A horse-drawn wagon plodding along a freeway built for speeding cars seemed almost unbearably sad to Liz. It also went a long way toward proving Dad's point.
Thirteen
When Dan woke up, he felt as bad as if somebody had kicked him in the head. “Oh, yeah,” he said, and then. “Oh, wow!” Somebody had kicked him in the head-he remembered that much. And now he wished his head would fall off so he didn't have to put up with the pounding, throbbing ache in there.
Somebody… Who? That didn't come back right away. But he hadn't decided to lie down here on the ground in the gloom by himself. No. He'd been talking with someone, and they'd had an argument, and then a fight.
“I lost,”' he said sadly. “I must have lost.” That didn't make him feel like much of a soldier. He looked around, though turning his head hurl. too. Come to that, almost everything hurt. Twilight hadn't altogether faded. The sun had been setting when whatever happened, happened. So he hadn't been out too long.

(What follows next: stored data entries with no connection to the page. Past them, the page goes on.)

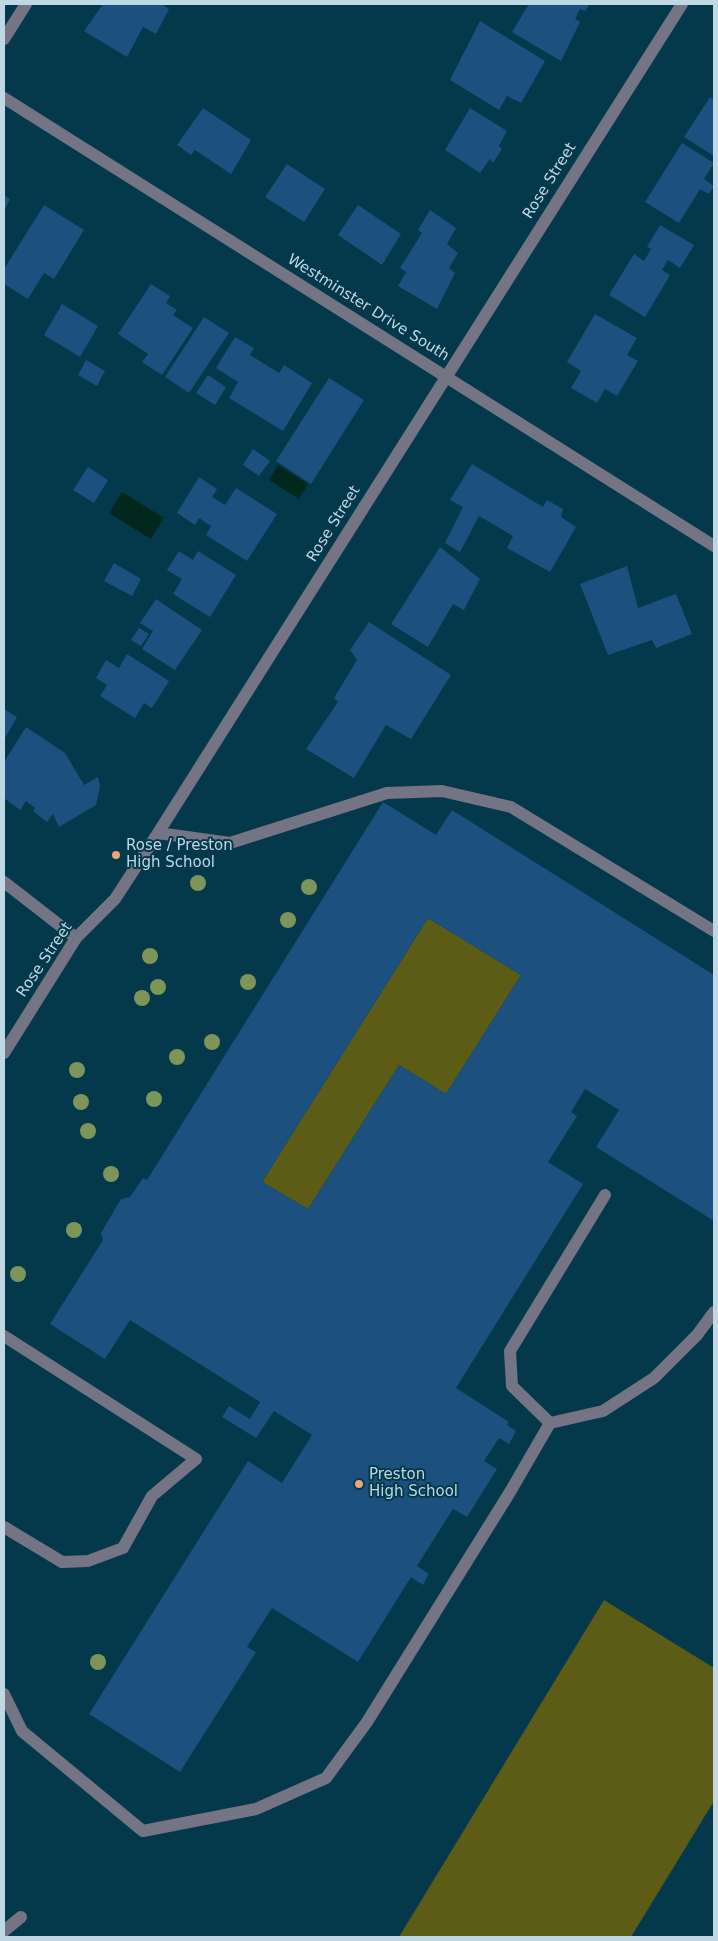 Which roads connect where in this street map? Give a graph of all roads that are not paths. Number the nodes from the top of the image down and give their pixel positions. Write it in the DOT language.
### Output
graph roads {
  1 [pos="26,4"];
  2 [pos="682,4"];
  3 [pos="4,39"];
  4 [pos="4,98"];
  5 [pos="446,377"];
  6 [pos="714,546"];
  7 [pos="158,833"];
  8 [pos="4,882"];
  9 [pos="714,930"];
  10 [pos="76,938"];
  11 [pos="4,1053"];
  12 [pos="605,1195"];
  13 [pos="714,1312"];
  14 [pos="4,1336"];
  15 [pos="550,1423"];
  16 [pos="4,1527"];
  17 [pos="4,1694"];
  18 [pos="21,1917"];
  19 [pos="4,1931"];
  1 -- 3 [label="street"];
  2 -- 5 [label="street, Rose Street"];
  4 -- 5 [label="street, Westminster Drive South"];
  5 -- 6 [label="street, Westminster Drive South"];
  5 -- 7 [label="street, Rose Street"];
  7 -- 9 [label="street"];
  7 -- 10 [label="street, Rose Street"];
  8 -- 10 [label="street"];
  10 -- 11 [label="street, Rose Street"];
  12 -- 15 [label="street"];
  13 -- 15 [label="street"];
  14 -- 16 [label="street"];
  15 -- 17 [label="street"];
  18 -- 19 [label="street"];
}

Whoever'd licked him hadn't taken his matchlock. That was good. He imagined trying to tell Sergeant Chuck how he'd lost it. That would have hurt worse than the thumping he'd taken. Hard to believe, but it would have. What would Chuck have done to him for losing his gun to a Westside rebel? Nothing pretty.
Or was it a Westside rebel? “ Liz!” he exclaimed, and with the name things started flooding back. He hadn't just lost- he'd lost to a girl!
And what were they talking about before she tried using his poor aching skull for a football? He had trouble coming up with that. It made him mad-it was important. He was sure it was. It was even more important than his humiliating defeat. Where did she learn to fight like that?
“Must have been in the home timeline,” Dan muttered. For a second, the words didn't mean anything to him-they were only words. Then he remembered what lay behind them. A whole world where the Fire didn't fall! A whole world where they still had electricity and refrigerators and Coca-Cola! A whole world… that didn't give two cents for this one. A whole world… that just wanted to find out what had gone wrong in this one, that didn't care anything about fixing it up.
Rage filled him. Was that fair? Not even close! If they could catch Liz and her folks, maybe they could… Do what? Dan wondered. Something, anyhow. They had to be able to do something. He heaved himself to his feet and started dogtrotting back to the house where the traders-the traders from that other world-had lived.
He was in good hard shape, the way a soldier needed to be. He should have made it back to that house without even breathing hard-it wasn't much more than a mile. He took about three strides and then stopped, fighting not to be sick. He'd never got kicked in the head before, not by a girl, not by a horse, not by anybody or anything. He didn't know how very badly that kind of injury could mess someone up-adventure stories didn't talk about such things. He might not have known, but he found out in a hurry. Trying to do anything fast left him dizzy and wondering if his skull would split in two. As a matter of fact, he hoped it would.